A legislative commission is studying the feasibility of publicly financed campaigns in Maryland.
The issue of slates came up this election season after former Sen. Thomas L. Bromwell, D-Baltimore County, used slate laws to transfer more than $100,000 to two other slate campaigns, even though Bromwell planned to retire from office and was not running for re-election.
Use of slates is increasing, with two prominent Democrats, House Speaker Casper R. Taylor Jr., D-Allegany, and Delegate Howard Pete Rawlings, D- Baltimore, forming multi-district slate committees earlier this year: the Maryland House Democratic Unity Committee and Future of Baltimore Committee, respectively.
But slates are efficient, streamline campaign management and promote teamwork, supporters of the committees said.
“For decades, people who chose to run together in a district have chosen to form a slate,” said Delegate Maggie L. McIntosh, who formed a slate with three other incumbents in her district. “That is the proper use of a slate and it’s been used forever. There has never been a complaint (about district slates).”
Slates, said McIntosh, D-Baltimore, make it easier for members to pool resources, produce campaign materials and pay bills.
“A slate is a financial arrangement, legal in the state of Maryland,” she said. “Why should the way they pay for their campaign materials with one check or four checks mean anything?”
McIntosh is speaking of district slates, like her former 42nd District Unity Team, which allow candidates within a district to join resources. These slates, said McIntosh, usually use funds to print signs and T-shirts with every candidate’s name.
More problematic are statewide slate funds, such as Senate President Thomas V. Mike Miller Jr.’s Maryland Democratic Senatorial Committee, which allows 34 Senate Democratic candidates to pool money. These statewide slate funds cross district and county lines. Maryland caps donations to individual campaigns at $4,000, and individuals may give no more than $10,000 for any four-year election cycle. Up to $6,000 may be transferred between campaign committees – which includes out-of-state campaign funds and political action committees – with no aggregate transfer limit. When transferring cash between a slate committee and a member candidate’s committee, there are no donation limits in Maryland. It’s the special status, and different rules, that slate funds enjoy that has opponents irritated. “It’s ridiculous to have one standard for individual campaigns and donors and another standard for slates,” said Browning. And, he said, “Do donors know what is happening with their money?”
Slates cloud the source and destination of campaign donations because they operate as middlemen between contributor and recipient. If a slate transfers money to an individual campaign, finance reports only list the contributing slate, not the donor who originally provided the money to the slate.
For example, a slate receiving money from a tobacco company could dole it out to an anti-tobacco legislator, but voters looking at campaign finance reports would not easily know the source of the funding.
It’s just like money laundering, said Browning.
To color all use of slate funds as less-than-honest is unfair and irresponsible, said McIntosh.

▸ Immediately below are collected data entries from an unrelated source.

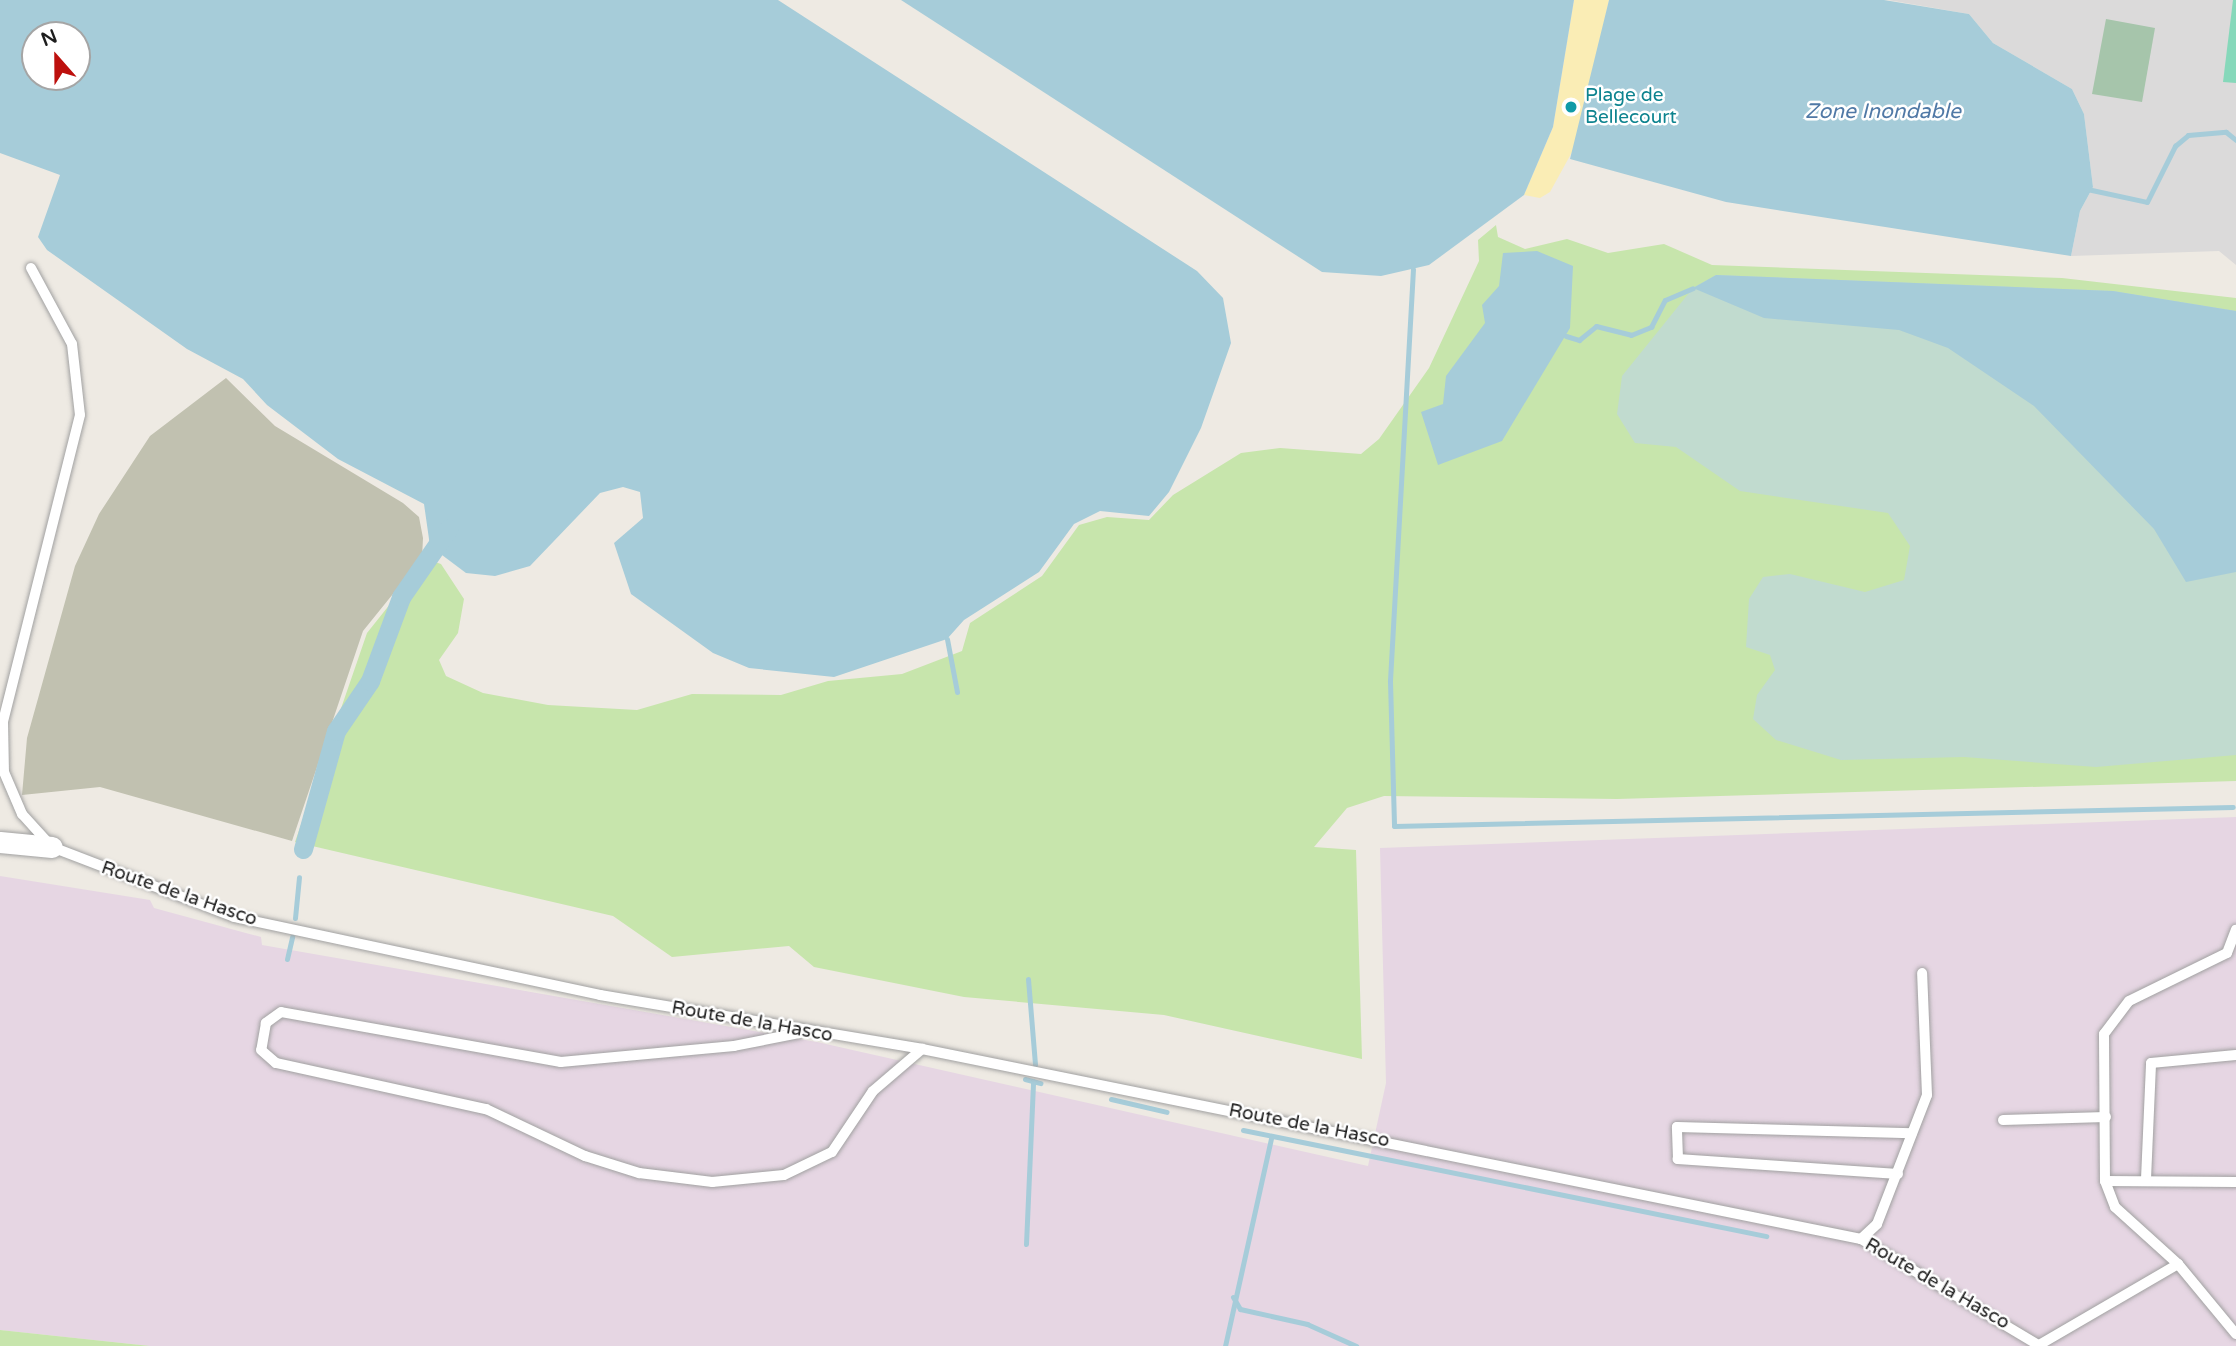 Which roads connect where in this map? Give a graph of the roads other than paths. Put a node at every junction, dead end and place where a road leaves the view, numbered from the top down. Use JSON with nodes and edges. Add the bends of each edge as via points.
{"nodes":[{"id":1,"x":31,"y":268,"type":"dead end"},
{"id":2,"x":0,"y":842,"type":"edge"},
{"id":3,"x":52,"y":848,"type":"junction"},
{"id":4,"x":2236,"y":930,"type":"edge"},
{"id":5,"x":2231,"y":951,"type":"edge"},
{"id":6,"x":1922,"y":973,"type":"dead end"},
{"id":7,"x":805,"y":1032,"type":"junction"},
{"id":8,"x":922,"y":1049,"type":"junction"},
{"id":9,"x":2236,"y":1055,"type":"edge"},
{"id":10,"x":2106,"y":1117,"type":"junction"},
{"id":11,"x":2003,"y":1120,"type":"dead end"},
{"id":12,"x":1912,"y":1133,"type":"junction"},
{"id":13,"x":1898,"y":1174,"type":"junction"},
{"id":14,"x":2146,"y":1179,"type":"junction"},
{"id":15,"x":2105,"y":1181,"type":"junction"},
{"id":16,"x":2236,"y":1182,"type":"edge"},
{"id":17,"x":1861,"y":1239,"type":"junction"},
{"id":18,"x":2178,"y":1264,"type":"junction"},
{"id":19,"x":2213,"y":1305,"type":"junction"},
{"id":20,"x":2236,"y":1334,"type":"edge"},
{"id":21,"x":2040,"y":1346,"type":"edge"},
{"id":22,"x":2236,"y":1346,"type":"edge"}],
"edges":[{"from":1,"to":3,"type":"lane","name":"Route de la Hasco","via":[[72,344],[80,415],[3,721],[4,772],[22,814]]},
{"from":2,"to":3,"type":"street"},
{"from":3,"to":7,"type":"lane","name":"Route de la Hasco","via":[[234,917]]},
{"from":4,"to":5,"type":"lane"},
{"from":5,"to":10,"type":"lane","via":[[2129,1001],[2112,1023],[2104,1034]]},
{"from":6,"to":12,"type":"lane","via":[[1927,1096]]},
{"from":7,"to":8,"type":"lane","name":"Route de la Hasco"},
{"from":7,"to":8,"type":"lane","via":[[734,1046],[561,1062],[281,1012],[266,1023],[261,1050],[276,1063],[486,1109],[584,1156],[639,1173],[712,1182],[784,1175],[832,1152],[873,1091]]},
{"from":8,"to":17,"type":"lane","name":"Route de la Hasco"},
{"from":9,"to":14,"type":"lane","via":[[2151,1063]]},
{"from":10,"to":11,"type":"lane"},
{"from":10,"to":15,"type":"lane"},
{"from":12,"to":13,"type":"lane"},
{"from":12,"to":13,"type":"lane","via":[[1677,1127],[1678,1159]]},
{"from":13,"to":17,"type":"lane","via":[[1877,1224]]},
{"from":14,"to":15,"type":"lane"},
{"from":14,"to":16,"type":"lane"},
{"from":15,"to":18,"type":"lane","via":[[2115,1207]]},
{"from":17,"to":21,"type":"lane","name":"Route de la Hasco"},
{"from":18,"to":19,"type":"lane"},
{"from":18,"to":21,"type":"lane"},
{"from":19,"to":20,"type":"lane"},
{"from":19,"to":22,"type":"lane"}]}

“That’s ludicrous,” she said. “That’s not the way anybody has been doing anything for years.”
The argument that slate funds are spreading money and influencing races throughout the state is not true, said David Paulson, Maryland Democratic Party spokesman.

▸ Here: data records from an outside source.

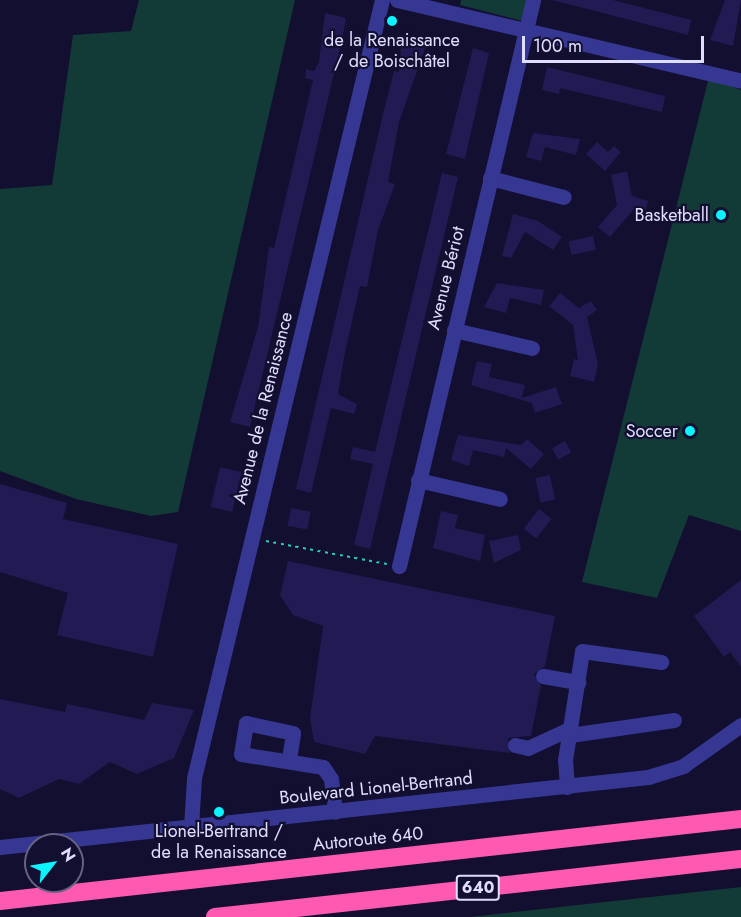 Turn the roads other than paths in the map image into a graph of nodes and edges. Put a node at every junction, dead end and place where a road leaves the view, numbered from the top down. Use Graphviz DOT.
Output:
graph roads {
  1 [pos="382,0"];
  2 [pos="397,0"];
  3 [pos="533,0"];
  4 [pos="526,30"];
  5 [pos="741,81"];
  6 [pos="490,178"];
  7 [pos="564,197"];
  8 [pos="454,330"];
  9 [pos="532,348"];
  10 [pos="418,480"];
  11 [pos="500,499"];
  12 [pos="399,566"];
  13 [pos="661,662"];
  14 [pos="543,676"];
  15 [pos="578,682"];
  16 [pos="674,720"];
  17 [pos="741,725"];
  18 [pos="570,731"];
  19 [pos="515,745"];
  20 [pos="289,759"];
  21 [pos="567,787"];
  22 [pos="335,812"];
  23 [pos="741,819"];
  24 [pos="191,827"];
  25 [pos="0,847"];
  26 [pos="741,859"];
  27 [pos="0,901"];
  28 [pos="215,917"];
  1 -- 24 [label="street, Avenue de la Renaissance"];
  2 -- 4 [label="street"];
  3 -- 4 [label="street, Avenue Bériot"];
  4 -- 5 [label="street"];
  4 -- 6 [label="street, Avenue Bériot"];
  6 -- 7 [label="street"];
  6 -- 8 [label="street, Avenue Bériot"];
  8 -- 9 [label="street"];
  8 -- 10 [label="street, Avenue Bériot"];
  10 -- 11 [label="street"];
  10 -- 12 [label="street, Avenue Bériot"];
  13 -- 15 [label="street"];
  14 -- 15 [label="street"];
  15 -- 18 [label="street"];
  16 -- 18 [label="street"];
  17 -- 21 [label="street, Boulevard Lionel-Bertrand"];
  18 -- 19 [label="street"];
  18 -- 21 [label="street"];
  20 -- 22 [label="street"];
  21 -- 22 [label="street, Boulevard Lionel-Bertrand"];
  22 -- 24 [label="street, Boulevard Lionel-Bertrand"];
  23 -- 27 [label="highway, Autoroute 640 / 640"];
  24 -- 25 [label="street, Boulevard Lionel-Bertrand"];
  26 -- 28 [label="highway, 640"];
} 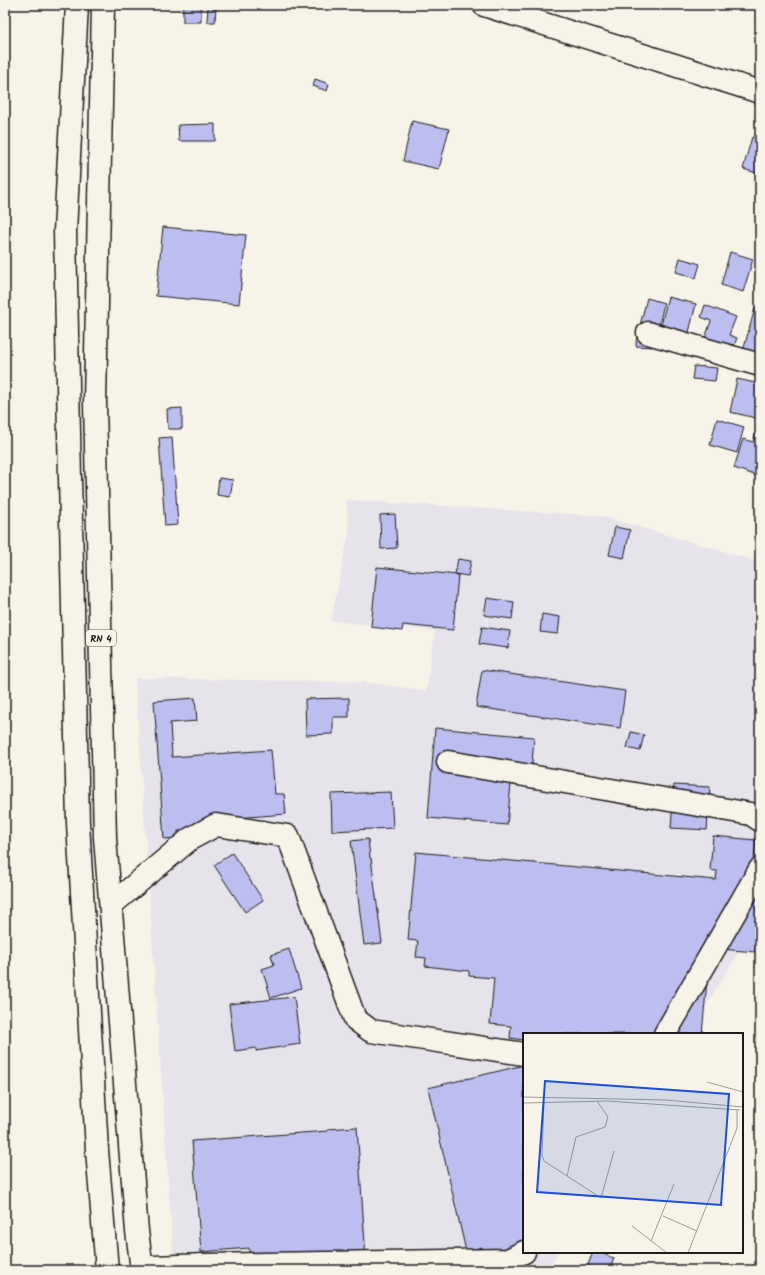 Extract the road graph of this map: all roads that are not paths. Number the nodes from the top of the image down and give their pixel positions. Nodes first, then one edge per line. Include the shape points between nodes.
1 (77, 5) edge
2 (103, 5) edge
3 (484, 5) edge
4 (760, 92) edge
5 (648, 333) dead end
6 (760, 365) edge
7 (448, 762) dead end
8 (760, 820) edge
9 (760, 868) edge
10 (111, 905) junction
11 (666, 1033) edge
12 (523, 1054) edge
13 (523, 1252) edge
14 (147, 1269) edge
15 (107, 1270) edge

1 - 15 main road, RN 4 via 65,231 68,426 78,823 96,1150
2 - 10 main road, RN 4 via 95,403 105,838
3 - 4 main road
5 - 6 main road
7 - 8 main road via 751,814
9 - 11 main road
10 - 12 main road via 190,838 216,825 288,836 355,1019 371,1031
10 - 14 main road, RN 4 via 136,1223
13 - 14 main road via 508,1260 205,1265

“You won’t see it very often,” said Paulson. “You’ll see it in particular cases where there is a very great need, especially at the top of a ticket.”
Slates, he said, “are about getting out the vote.”

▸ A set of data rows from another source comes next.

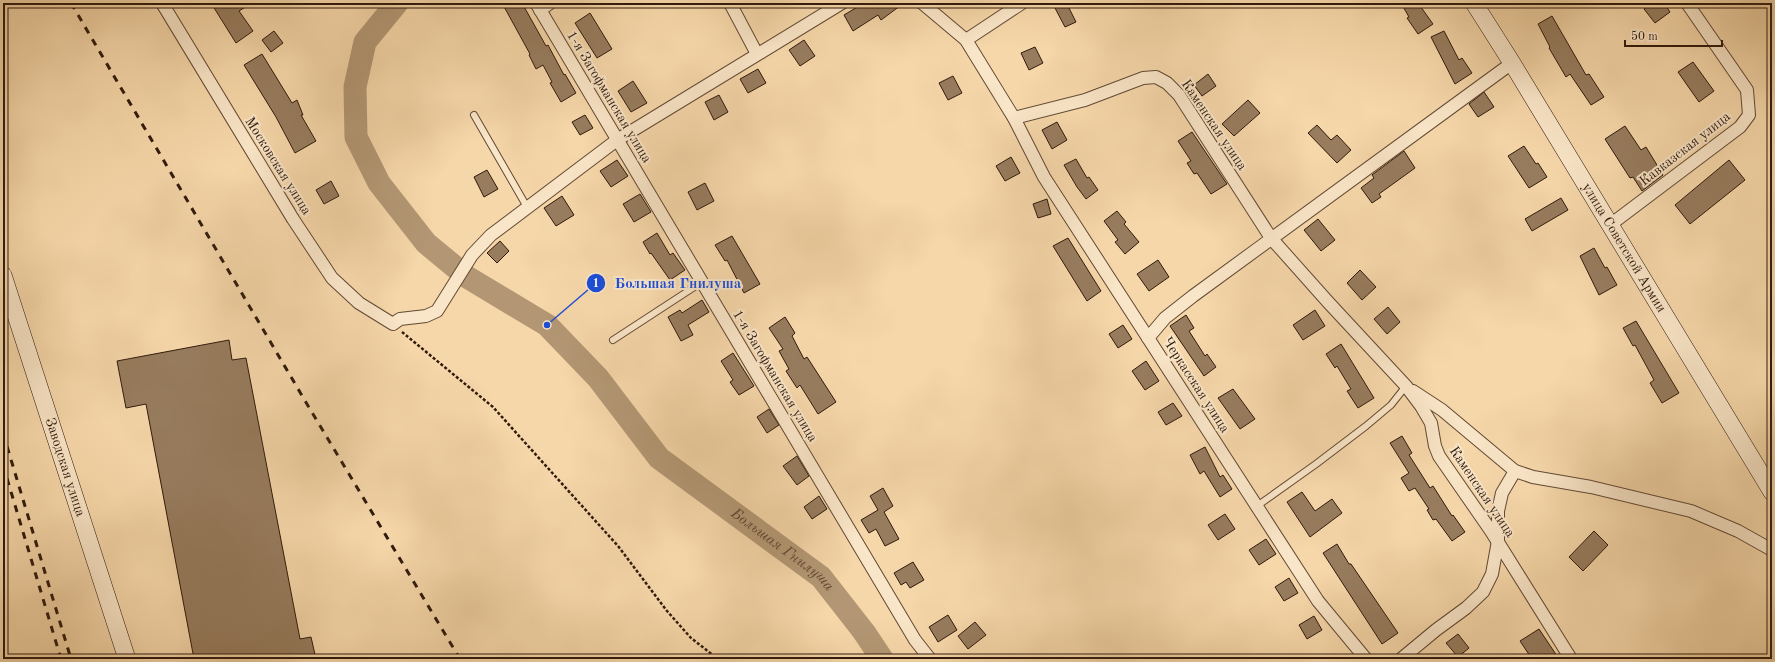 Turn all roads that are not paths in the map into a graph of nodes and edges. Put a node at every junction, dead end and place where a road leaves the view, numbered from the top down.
1 (162, 3) edge
2 (730, 3) edge
3 (842, 3) edge
4 (922, 3) edge
5 (1022, 3) edge
6 (1474, 3) edge
7 (1687, 3) edge
8 (542, 5) edge
9 (966, 40) junction
10 (757, 54) junction
11 (1512, 63) junction
12 (474, 115) dead end
13 (1014, 118) junction
14 (617, 140) junction
15 (527, 207) junction
16 (1610, 225) junction
17 (1271, 238) junction
18 (3, 275) edge
19 (702, 282) junction
20 (1148, 338) junction
21 (613, 340) dead end
22 (1406, 386) junction
23 (1516, 471) junction
24 (1772, 492) edge
25 (1257, 506) junction
26 (1498, 541) junction
27 (1772, 550) edge
28 (127, 659) edge
29 (930, 659) edge
30 (1366, 659) edge
31 (1402, 659) edge
32 (1571, 659) edge

1 - 15 street, Московская улица
2 - 10 street
3 - 10 street
4 - 9 street, Черкасская улица
5 - 9 street
6 - 11 main road, улица Советской Армии
7 - 16 street, Кавказская улица
8 - 14 street, 1-я Загофманская улица
9 - 13 street, Черкасская улица
10 - 14 street
11 - 16 main road, улица Советской Армии
11 - 17 street
12 - 15 lane
13 - 17 street, Каменская улица
13 - 20 street, Черкасская улица
14 - 15 street
14 - 19 street, 1-я Загофманская улица
16 - 24 main road, улица Советской Армии
17 - 20 street
17 - 22 street, Каменская улица
18 - 28 main road, Заводская улица
19 - 21 lane
19 - 29 street, 1-я Загофманская улица
20 - 25 street, Черкасская улица
22 - 23 street
22 - 25 lane
22 - 26 street, Каменская улица
23 - 26 street
23 - 27 street
25 - 30 street, Черкасская улица
26 - 31 street
26 - 32 street, Каменская улица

Slate proponents also dismiss the argument made by Common Cause and Progressive Maryland, another campaign finance reform group, that slates protect incumbents.
“My God that can’t be true, because more than half the people on the (House Democratic Unity Team) slate are not incumbents,” said Taylor. However, the slates that prompt the most criticism support Democrats, the party that dominates Maryland politics. The Democratic Party holds 34 of 47 Senate districts and 106 of 141 Delegate seats. Common Cause argues that slates only perpetuate the party’s majority.